Neo-Nazis Are Often Unwelcome Guests at Civil Society Events in Ukraine

In one recent case, however, police intervened and the planned event went forward.

Ukrainian far-right protesters

Photo credit: RFE/RL

In one recent case, however, police intervened and the planned event went forward.

I was speaking the other day to a group of LGBT+ activists and potential civil society allies in Kharkiv, Ukraine’s second largest city, less than an hour’s drive from the Russian border, when a gang of thugs forced their way into the room and declared that they were ending the event. They said they would not tolerate the “deranged and sick ideology” of LGBT+ rights, that “Ukraine is for traditional values,” and that “Kharkiv is a traditional Ukrainian city.”

The event, hosted by Freedom House, was intended to build support in civil society for Kharkiv’s first Pride event—to widen the circle of friends and allies who are not part of the LGBT+ community but are invested in protecting everyone’s rights in Ukraine.

The thugs were decked out in black shirts emblazoned with the Wolfsangel symbol, which is associated with Nazi Germany. Of course, my first reaction was to be frightened, and as they took over our space in a Kharkiv hotel, chosen because it had the best security in town, I am sure everyone in our group had similar thoughts: Is this going to get violent? What should I do? But I quickly realized that these members of “Freikorps” and “Tradition and Order”—groups with scary far-right names that are very active on social media—were kids. That should not have reassured me, as violence, especially in Ukraine, is unpredictable and not confined to any particular age group. Nevertheless, it did. These people were mainly intent on filling our room with their bluster and preventing us from meeting.

This is an increasingly common occurrence among civil society groups in Ukraine. Our partners from a local feminist group called Sfera told us that it had happened to them at least 10 times in the past year. Freedom House and a range of other partners across the country are tracking the incidents and working to build a unified response.

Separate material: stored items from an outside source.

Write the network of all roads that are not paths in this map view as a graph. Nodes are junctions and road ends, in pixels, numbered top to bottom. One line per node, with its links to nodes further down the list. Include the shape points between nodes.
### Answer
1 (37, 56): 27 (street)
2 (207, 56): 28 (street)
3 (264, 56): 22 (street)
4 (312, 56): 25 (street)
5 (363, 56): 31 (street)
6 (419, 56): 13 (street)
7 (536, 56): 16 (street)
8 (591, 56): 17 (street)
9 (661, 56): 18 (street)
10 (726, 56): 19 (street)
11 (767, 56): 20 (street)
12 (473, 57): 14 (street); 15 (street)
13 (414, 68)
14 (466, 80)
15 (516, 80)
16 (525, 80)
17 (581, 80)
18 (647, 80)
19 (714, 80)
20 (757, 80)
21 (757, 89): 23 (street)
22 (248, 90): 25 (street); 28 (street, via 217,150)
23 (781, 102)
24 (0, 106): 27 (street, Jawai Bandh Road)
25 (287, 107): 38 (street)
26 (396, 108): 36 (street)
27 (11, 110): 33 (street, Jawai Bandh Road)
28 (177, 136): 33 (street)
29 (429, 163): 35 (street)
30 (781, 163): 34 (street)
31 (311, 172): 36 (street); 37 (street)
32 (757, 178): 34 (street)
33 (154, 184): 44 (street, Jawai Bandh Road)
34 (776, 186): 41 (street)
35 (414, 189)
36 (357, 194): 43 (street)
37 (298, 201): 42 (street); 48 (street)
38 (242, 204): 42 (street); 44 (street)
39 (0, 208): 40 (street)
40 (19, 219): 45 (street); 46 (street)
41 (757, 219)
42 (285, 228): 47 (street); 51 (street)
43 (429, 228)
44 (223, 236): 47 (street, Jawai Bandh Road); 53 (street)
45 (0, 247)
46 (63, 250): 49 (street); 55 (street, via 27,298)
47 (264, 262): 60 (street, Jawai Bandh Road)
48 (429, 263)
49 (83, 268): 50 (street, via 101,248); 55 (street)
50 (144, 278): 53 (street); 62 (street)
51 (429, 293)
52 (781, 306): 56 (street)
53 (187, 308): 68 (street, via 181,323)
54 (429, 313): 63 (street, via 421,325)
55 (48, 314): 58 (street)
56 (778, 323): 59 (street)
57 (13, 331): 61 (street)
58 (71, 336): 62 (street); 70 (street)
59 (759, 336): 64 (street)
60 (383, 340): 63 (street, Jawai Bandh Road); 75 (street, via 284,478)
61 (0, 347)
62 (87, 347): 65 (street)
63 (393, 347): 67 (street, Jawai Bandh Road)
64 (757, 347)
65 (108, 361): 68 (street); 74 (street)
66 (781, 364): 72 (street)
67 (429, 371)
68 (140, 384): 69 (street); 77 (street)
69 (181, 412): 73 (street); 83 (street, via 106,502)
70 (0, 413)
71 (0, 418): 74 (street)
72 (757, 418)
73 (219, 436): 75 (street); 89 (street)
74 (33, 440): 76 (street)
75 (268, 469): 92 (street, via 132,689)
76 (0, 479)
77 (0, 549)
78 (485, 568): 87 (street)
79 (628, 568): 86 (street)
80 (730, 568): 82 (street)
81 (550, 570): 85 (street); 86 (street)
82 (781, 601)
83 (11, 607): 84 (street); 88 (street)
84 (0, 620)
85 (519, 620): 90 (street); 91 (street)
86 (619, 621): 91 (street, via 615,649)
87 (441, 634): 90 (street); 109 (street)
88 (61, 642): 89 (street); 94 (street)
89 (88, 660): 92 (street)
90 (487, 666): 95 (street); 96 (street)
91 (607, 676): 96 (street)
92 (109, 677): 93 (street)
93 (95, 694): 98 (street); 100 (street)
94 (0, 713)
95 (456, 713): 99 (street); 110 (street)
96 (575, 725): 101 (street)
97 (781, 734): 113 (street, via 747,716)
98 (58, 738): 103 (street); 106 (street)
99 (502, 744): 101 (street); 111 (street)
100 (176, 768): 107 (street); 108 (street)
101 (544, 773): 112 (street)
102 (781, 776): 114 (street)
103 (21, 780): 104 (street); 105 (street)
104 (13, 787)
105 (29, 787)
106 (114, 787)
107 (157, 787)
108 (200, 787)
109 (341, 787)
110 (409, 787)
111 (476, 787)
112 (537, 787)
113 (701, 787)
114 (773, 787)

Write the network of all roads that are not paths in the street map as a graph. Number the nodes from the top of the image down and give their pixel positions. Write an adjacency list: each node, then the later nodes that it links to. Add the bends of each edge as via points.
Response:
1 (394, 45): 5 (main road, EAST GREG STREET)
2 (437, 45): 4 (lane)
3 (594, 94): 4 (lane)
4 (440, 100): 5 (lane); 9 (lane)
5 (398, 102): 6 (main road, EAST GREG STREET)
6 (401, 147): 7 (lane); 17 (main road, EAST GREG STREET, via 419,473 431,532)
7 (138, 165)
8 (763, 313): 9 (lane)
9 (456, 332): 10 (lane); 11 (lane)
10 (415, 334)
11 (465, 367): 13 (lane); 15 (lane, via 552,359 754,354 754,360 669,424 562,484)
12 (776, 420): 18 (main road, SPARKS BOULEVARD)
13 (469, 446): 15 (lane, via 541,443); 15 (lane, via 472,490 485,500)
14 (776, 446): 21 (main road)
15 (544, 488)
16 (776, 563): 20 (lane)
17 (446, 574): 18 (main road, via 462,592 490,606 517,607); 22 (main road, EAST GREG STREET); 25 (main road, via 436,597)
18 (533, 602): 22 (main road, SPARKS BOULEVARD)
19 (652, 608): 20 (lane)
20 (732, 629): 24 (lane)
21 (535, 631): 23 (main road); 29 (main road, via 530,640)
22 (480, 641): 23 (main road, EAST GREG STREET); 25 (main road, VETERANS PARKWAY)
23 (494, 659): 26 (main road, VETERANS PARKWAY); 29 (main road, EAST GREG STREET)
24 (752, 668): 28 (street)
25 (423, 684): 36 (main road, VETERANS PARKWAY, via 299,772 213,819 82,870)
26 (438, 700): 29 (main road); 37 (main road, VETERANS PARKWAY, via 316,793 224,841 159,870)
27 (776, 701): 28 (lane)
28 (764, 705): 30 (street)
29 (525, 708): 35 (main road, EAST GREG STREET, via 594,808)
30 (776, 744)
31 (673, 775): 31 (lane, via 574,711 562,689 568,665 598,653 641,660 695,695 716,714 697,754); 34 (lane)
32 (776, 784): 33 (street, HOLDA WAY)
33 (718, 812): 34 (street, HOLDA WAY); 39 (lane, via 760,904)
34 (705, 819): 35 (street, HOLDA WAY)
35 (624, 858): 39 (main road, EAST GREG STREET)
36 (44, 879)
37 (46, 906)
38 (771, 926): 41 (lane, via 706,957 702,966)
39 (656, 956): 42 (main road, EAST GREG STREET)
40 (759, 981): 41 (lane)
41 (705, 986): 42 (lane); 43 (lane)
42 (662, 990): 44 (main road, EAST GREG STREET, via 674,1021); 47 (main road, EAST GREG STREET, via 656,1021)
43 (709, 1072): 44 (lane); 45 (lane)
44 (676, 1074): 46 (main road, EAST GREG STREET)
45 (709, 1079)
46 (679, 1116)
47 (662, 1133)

However, until the incident in question, on May 17, far-right extremist groups have generally been successful in breaking up civil society meetings. Venue managers see that the police are unlikely to take meaningful action, that the thugs are ready to fight, and that damage to people and property is likely. They pull the plug, and everyone goes home. The extremists target LGBT+ people to be sure, but also feminists, journalists, anticorruption activists, and religious and ethnic minority communities. For Ukrainian democracy to survive, this has to stop.

In our case in Kharkiv, we had created a safe space for LGBT+ people to convince possibly skeptical civil society actors that if they wanted to defend human rights in Ukraine, it was important for groups not used to supporting one another to join forces. We were determined not to let the thugs win.

A few things made this incident stand apart from the others. We had reached out to the head of the national police and the human rights ombudsperson before traveling to Kharkiv. This helped us organize a meeting on the morning of our event with the police and the organizers of Kharkiv Pride to discuss security for the march and associated activities. Until then, organizers were unable to get this kind of meeting. The contact may have helped, because eventually, after we had spent 30 minutes sitting in a small room with 10 neo-Nazis, the police did arrive at the hotel. We couldn’t help wondering why and how the hotel’s security personnel had allowed the thugs to enter. But the hotel did not cancel the event, and while the police did not arrest or remove the thugs, they did keep the situation from escalating. No one was hurt. Hotel staff assisted with an elaborate ruse to make the thugs believe we had left, leading us through service hallways and back into the meeting room, where we completed our event.

This was a victory for the organizers and participants, the vast majority of whom stayed on through the hours that it took to work things out. When the meeting originally began, the room was a mix of organizers and audience, of foreigners and locals, of people hoping to find common cause. When we departed that night, we were friends, having shared a disturbing but ultimately positive experience. The same is likely true for at least some of the hotel staff and police officers. No one needed to be convinced of the need to resist extremists intent on closing down Ukraine’s civic space. We knew in our bones why it was important. If the thugs or their puppeteers had hoped to prevent Kharkiv’s LGBT+ community from building allies in civil society and beyond, they failed.

Still, it is clear that more work needs to be done. In a grim postscript to the story, an event organized on May 27 by a Roma rights group in Kyiv, in which Freedom House’s Ukraine staff participated, was broken up by the far-right group “Unknown Patriot.”